Though we are free to mentally manipulate the two, Self and Society, as distinct conceptual categories, in order to further our thought about Self and Society, Self in Society, each necessarily constitutes the other. That symbolic manipulation is a necessary intellectual scientific endeavor in order to contemplate, affirm and establish the interweaving and inseparability of Self & Society, Society & Self.

It has become my life's work and such work is not dependent on the US academy which pays me meagerly but sufficiently for my own frugality, but continually attempts to limit the ethical intellectual scope of what I may do. Therefore most of my work must be unpaid and conducted outside of the US academy. Neither the US academy nor its macro-context, the US nation-state nor its surrogate institutions, define who I am or who I am becoming as Self in Society.

In my own lived practice, I accept full responsibility for my thoughts and actions. Therefore, I cannot ascribe my thoughts and actions (which I concurrently experience or perform in real time), to others OR to magical forces (religion vs. ethics) or fictitious circumstances or fabricated representations, outside of myself.

I am responsible for my thoughts and actions, I am fully accountable for my own thoughts and actions, which may be shaped and influenced by the above, but I still am responsible.

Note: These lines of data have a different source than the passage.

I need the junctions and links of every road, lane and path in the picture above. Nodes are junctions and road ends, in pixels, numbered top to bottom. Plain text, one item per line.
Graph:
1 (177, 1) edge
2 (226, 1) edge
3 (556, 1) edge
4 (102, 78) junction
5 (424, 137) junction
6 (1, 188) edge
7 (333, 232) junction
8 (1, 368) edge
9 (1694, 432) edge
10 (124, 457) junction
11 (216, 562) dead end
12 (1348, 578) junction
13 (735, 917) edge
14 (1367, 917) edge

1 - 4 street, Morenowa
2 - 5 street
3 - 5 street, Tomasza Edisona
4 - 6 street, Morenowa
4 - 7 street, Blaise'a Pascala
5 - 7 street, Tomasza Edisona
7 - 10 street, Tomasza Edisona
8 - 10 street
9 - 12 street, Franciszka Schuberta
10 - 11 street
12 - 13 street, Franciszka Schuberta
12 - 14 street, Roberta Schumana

It is my responsibility to myself, my family, my ancestors, my universal civil society to develop my intrinsic motivation and limit the influence of extrinsic motivation in the ethical pursuit of my own lived possibility.

Others are not responsible or accountable for what I myself think and do. I must importantly accept the responsibility that my thoughts and actions may influence and impact others, sometimes to their detriment, therefore I have an ethical responsibility to anticipate how I may affect these selves, these others who are also equally human and have the same ethical potential as I. This is the goal of the Self in joining with other selves in the pursuit of establishing the Greater Collective Good, an indispensable constituting force of Society.

By the same token I cannot accept responsibility for the thoughts and actions of others, including the thoughts and actions of individuals, financial institutions or governments. These I feel absolutely free to examine, challenge and oppose or support, according to my evolving understanding of my own ethical possibility as a moment-by-moment, daily, seasonal and lifelong lived practice.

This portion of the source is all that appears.